▶ **Source data**
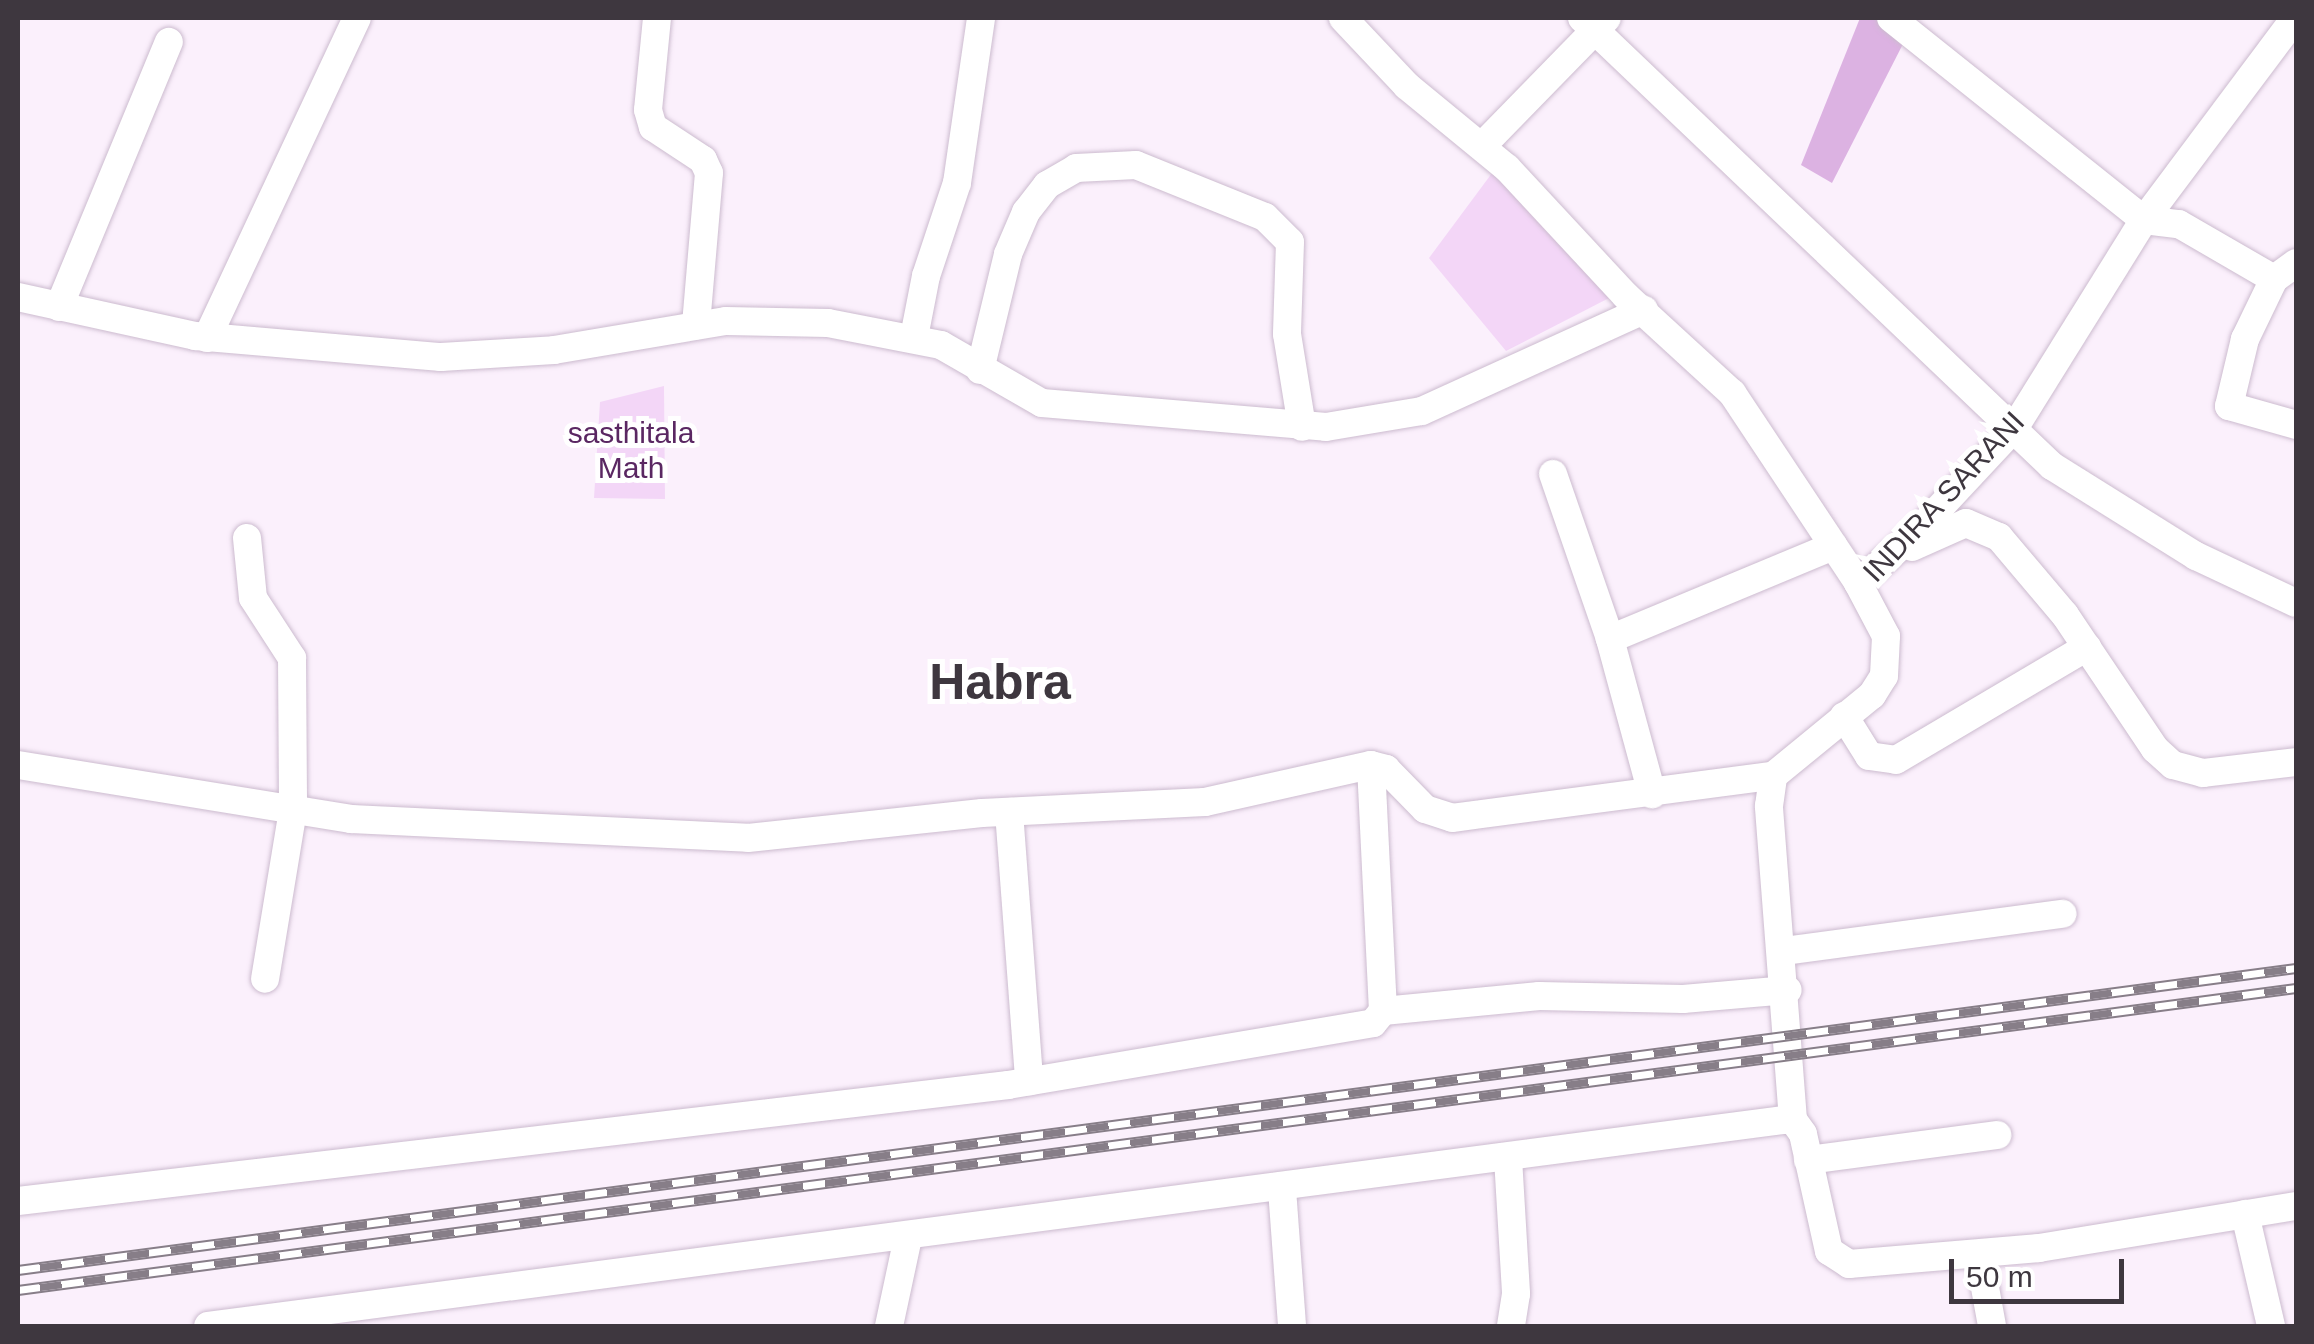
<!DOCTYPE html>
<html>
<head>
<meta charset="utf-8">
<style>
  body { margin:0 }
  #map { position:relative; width:2314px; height:1344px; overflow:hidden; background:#fbf0fc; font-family:Helvetica,sans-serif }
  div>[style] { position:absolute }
  .green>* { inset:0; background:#f3d6f7 }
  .water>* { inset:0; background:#dcb2e2 }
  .roads { filter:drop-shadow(0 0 2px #ccbbcf) drop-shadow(0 0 2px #ccbbcf) }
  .street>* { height:28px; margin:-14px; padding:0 14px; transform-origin:14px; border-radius:14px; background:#fff }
  .rail>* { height:11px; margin-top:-5.5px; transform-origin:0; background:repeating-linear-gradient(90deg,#fff 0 22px,#877e88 0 44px); box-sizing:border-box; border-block:2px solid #877e88 }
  span { translate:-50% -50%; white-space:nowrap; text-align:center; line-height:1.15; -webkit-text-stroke:10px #fff; paint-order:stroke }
  .park-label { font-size:30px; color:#5a2762 }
  .street-label { font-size:30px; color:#3e373f }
  .town-label { font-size:50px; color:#3e373f; font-weight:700 }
  .frame { position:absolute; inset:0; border:20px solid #3e373f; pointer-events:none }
  .scale { position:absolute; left:1949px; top:1259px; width:175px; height:45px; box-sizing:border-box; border:5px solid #3e373f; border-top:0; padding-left:12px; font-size:30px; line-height:35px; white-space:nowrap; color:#3e373f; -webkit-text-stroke:8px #fff; paint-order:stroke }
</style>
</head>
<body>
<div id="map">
  <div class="green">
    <div style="clip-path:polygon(1498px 165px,1611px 297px,1506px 351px,1429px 258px)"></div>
    <div style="clip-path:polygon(664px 386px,665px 499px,594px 498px,600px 402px)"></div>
  </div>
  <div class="water">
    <div style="clip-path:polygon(1860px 18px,1877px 18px,1905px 40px,1832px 183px,1801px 165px)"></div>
  </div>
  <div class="roads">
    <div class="street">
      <div style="left:657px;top:18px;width:92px;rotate:95.6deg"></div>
      <div style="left:648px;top:110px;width:18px;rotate:74deg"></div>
      <div style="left:653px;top:127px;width:60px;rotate:33.4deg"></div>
      <div style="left:703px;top:160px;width:14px;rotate:65deg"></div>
      <div style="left:709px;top:173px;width:153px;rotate:94.9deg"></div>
      <div style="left:1343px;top:18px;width:93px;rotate:46.7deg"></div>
      <div style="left:1407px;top:86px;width:129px;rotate:39.4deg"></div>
      <div style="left:1507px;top:168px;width:175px;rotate:47.1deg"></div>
      <div style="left:1626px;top:296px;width:144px;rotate:42.5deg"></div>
      <div style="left:1732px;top:393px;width:228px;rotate:56.4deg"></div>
      <div style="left:1582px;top:18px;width:649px;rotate:43.63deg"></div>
      <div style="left:2052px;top:466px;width:170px;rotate:32deg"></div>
      <div style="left:2196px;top:556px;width:110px;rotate:25.2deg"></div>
      <div style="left:1891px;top:18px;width:324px;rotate:38.6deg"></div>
      <div style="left:1483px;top:145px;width:177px;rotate:-45.7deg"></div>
      <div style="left:2144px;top:220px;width:35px;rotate:7deg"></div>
      <div style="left:2179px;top:224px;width:110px;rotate:30.1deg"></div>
      <div style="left:2274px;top:279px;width:67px;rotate:115.8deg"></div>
      <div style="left:2245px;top:339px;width:69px;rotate:103.4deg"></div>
      <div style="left:2229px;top:406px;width:70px;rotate:15.8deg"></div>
      <div style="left:2274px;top:279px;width:27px;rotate:-36deg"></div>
      <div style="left:18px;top:297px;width:181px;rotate:12.4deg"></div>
      <div style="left:195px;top:336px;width:247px;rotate:4.9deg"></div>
      <div style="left:441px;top:357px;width:113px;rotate:-3.5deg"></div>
      <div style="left:554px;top:350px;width:174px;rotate:-9.6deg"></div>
      <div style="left:726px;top:321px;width:102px;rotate:1.1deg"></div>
      <div style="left:828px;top:323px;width:115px;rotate:11deg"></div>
      <div style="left:941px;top:345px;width:116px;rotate:29.9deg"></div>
      <div style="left:1042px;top:403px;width:285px;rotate:4.8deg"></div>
      <div style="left:1326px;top:427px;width:97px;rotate:-9.5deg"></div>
      <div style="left:1422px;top:411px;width:244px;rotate:-24.5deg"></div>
      <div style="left:59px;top:307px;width:287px;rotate:-67.5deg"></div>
      <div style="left:914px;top:337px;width:62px;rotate:-78.9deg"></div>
      <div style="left:926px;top:276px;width:98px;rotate:-71.6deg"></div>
      <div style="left:957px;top:183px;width:167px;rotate:-81.7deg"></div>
      <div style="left:207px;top:338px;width:353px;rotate:-64.9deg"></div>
      <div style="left:980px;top:370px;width:119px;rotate:-76.4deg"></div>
      <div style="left:1008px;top:254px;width:46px;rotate:-66.8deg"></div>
      <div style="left:1026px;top:212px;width:34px;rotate:-52deg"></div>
      <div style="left:1047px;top:185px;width:34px;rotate:-30deg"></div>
      <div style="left:1076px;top:168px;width:60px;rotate:-2.9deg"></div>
      <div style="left:1136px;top:165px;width:139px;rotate:22deg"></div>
      <div style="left:1265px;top:217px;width:35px;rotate:45deg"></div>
      <div style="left:1290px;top:242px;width:92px;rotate:91.9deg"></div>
      <div style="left:1287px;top:334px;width:94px;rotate:80.8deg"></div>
      <div style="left:1553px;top:474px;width:175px;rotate:70.9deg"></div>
      <div style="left:1610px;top:639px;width:161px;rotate:74.8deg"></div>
      <div style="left:247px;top:538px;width:60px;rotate:84.3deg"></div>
      <div style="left:253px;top:598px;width:72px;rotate:57deg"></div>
      <div style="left:292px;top:658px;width:152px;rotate:89.6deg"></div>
      <div style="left:293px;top:810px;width:171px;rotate:99.4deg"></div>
      <div style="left:1912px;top:547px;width:59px;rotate:-24deg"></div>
      <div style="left:1966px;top:523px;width:36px;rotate:23deg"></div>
      <div style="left:1999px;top:537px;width:102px;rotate:49.8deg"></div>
      <div style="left:2065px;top:615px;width:161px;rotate:56.1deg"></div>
      <div style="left:2155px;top:749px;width:24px;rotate:42deg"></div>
      <div style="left:2173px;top:765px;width:31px;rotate:15deg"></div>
      <div style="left:2203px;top:773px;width:94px;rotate:-6.7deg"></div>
      <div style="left:1610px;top:639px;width:242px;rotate:-22.6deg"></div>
      <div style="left:1844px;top:716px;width:47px;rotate:58deg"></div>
      <div style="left:1869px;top:756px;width:27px;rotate:8deg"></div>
      <div style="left:1896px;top:760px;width:222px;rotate:-30.6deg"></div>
      <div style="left:18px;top:765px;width:337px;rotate:9.2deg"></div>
      <div style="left:351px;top:819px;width:397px;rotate:2.7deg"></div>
      <div style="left:748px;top:838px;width:235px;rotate:-6.1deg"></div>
      <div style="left:982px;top:813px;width:223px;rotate:-2.8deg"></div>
      <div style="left:1205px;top:802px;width:170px;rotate:-12.6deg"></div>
      <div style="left:1371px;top:765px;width:16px;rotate:15deg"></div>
      <div style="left:1386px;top:769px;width:56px;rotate:45.7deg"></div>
      <div style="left:1425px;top:809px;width:28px;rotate:18deg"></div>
      <div style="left:1452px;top:818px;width:324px;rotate:-7.5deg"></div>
      <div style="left:1009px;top:812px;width:270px;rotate:85.7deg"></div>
      <div style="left:1784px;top:951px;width:281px;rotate:-7.6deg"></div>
      <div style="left:1383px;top:1011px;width:157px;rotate:-5.5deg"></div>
      <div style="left:1539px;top:996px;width:144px;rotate:1.2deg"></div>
      <div style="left:1683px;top:999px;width:105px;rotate:-4.9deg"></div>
      <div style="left:1793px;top:1120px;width:315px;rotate:-94.4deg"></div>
      <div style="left:1769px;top:806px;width:30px;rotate:-82deg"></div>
      <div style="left:1773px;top:776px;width:128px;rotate:-39.3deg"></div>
      <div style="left:1872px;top:695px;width:22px;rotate:-58deg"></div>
      <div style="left:1884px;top:676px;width:40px;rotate:-87.1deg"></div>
      <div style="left:1886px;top:636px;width:60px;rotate:-117.8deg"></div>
      <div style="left:1858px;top:583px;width:79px;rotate:-40.9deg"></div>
      <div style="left:1918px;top:531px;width:142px;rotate:-47deg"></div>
      <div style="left:2015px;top:427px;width:244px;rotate:-58.1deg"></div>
      <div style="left:2144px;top:220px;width:252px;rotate:-53.2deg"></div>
      <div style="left:1508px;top:1158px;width:136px;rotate:86.6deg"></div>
      <div style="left:1516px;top:1294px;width:32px;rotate:99deg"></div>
      <div style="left:1808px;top:1160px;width:191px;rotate:-7.5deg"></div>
      <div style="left:1282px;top:1189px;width:137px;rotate:85.8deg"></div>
      <div style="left:18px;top:1201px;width:997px;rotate:-6.68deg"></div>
      <div style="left:1008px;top:1085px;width:370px;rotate:-9.6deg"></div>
      <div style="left:1373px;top:1023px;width:16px;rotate:-50deg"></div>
      <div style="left:1383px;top:1011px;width:246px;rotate:-92.8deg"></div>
      <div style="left:2245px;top:1214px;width:115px;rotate:76.9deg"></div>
      <div style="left:1979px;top:1255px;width:72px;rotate:79.6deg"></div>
      <div style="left:208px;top:1326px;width:1588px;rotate:-7.45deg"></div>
      <div style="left:1783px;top:1120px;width:10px"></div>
      <div style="left:1793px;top:1120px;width:17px;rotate:54deg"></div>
      <div style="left:1803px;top:1134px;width:120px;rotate:77.5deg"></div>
      <div style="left:1829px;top:1251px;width:24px;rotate:33deg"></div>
      <div style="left:1849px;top:1264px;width:191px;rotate:-4.8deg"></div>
      <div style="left:2039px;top:1248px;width:260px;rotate:-9.3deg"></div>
      <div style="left:889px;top:1326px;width:91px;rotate:-77.9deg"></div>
    </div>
  </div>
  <div class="rail">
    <div style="left:18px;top:1270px;width:2298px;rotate:-7.55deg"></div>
    <div style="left:18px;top:1290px;width:2298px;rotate:-7.55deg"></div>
  </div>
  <div class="park-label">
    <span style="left:631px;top:450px">sasthitala<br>Math</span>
  </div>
  <div class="street-label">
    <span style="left:1944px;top:497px;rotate:-47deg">INDIRA SARANI</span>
  </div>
  <div class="town-label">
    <span style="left:1000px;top:683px">Habra</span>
  </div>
  <div class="frame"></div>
  <div class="scale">50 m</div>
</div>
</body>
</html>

▶ **What is being asked**
Reproduce exactly the lines of the entries above from the first through the line with "filter:drop-shadow(0 0 2px", both included; pictures should not be reproduced.

▶ **Response to the task**
<!DOCTYPE html>
<html>
<head>
<meta charset="utf-8">
<style>
  body { margin:0 }
  #map { position:relative; width:2314px; height:1344px; overflow:hidden; background:#fbf0fc; font-family:Helvetica,sans-serif }
  div>[style] { position:absolute }
  .green>* { inset:0; background:#f3d6f7 }
  .water>* { inset:0; background:#dcb2e2 }
  .roads { filter:drop-shadow(0 0 2px #ccbbcf) drop-shadow(0 0 2px #ccbbcf) }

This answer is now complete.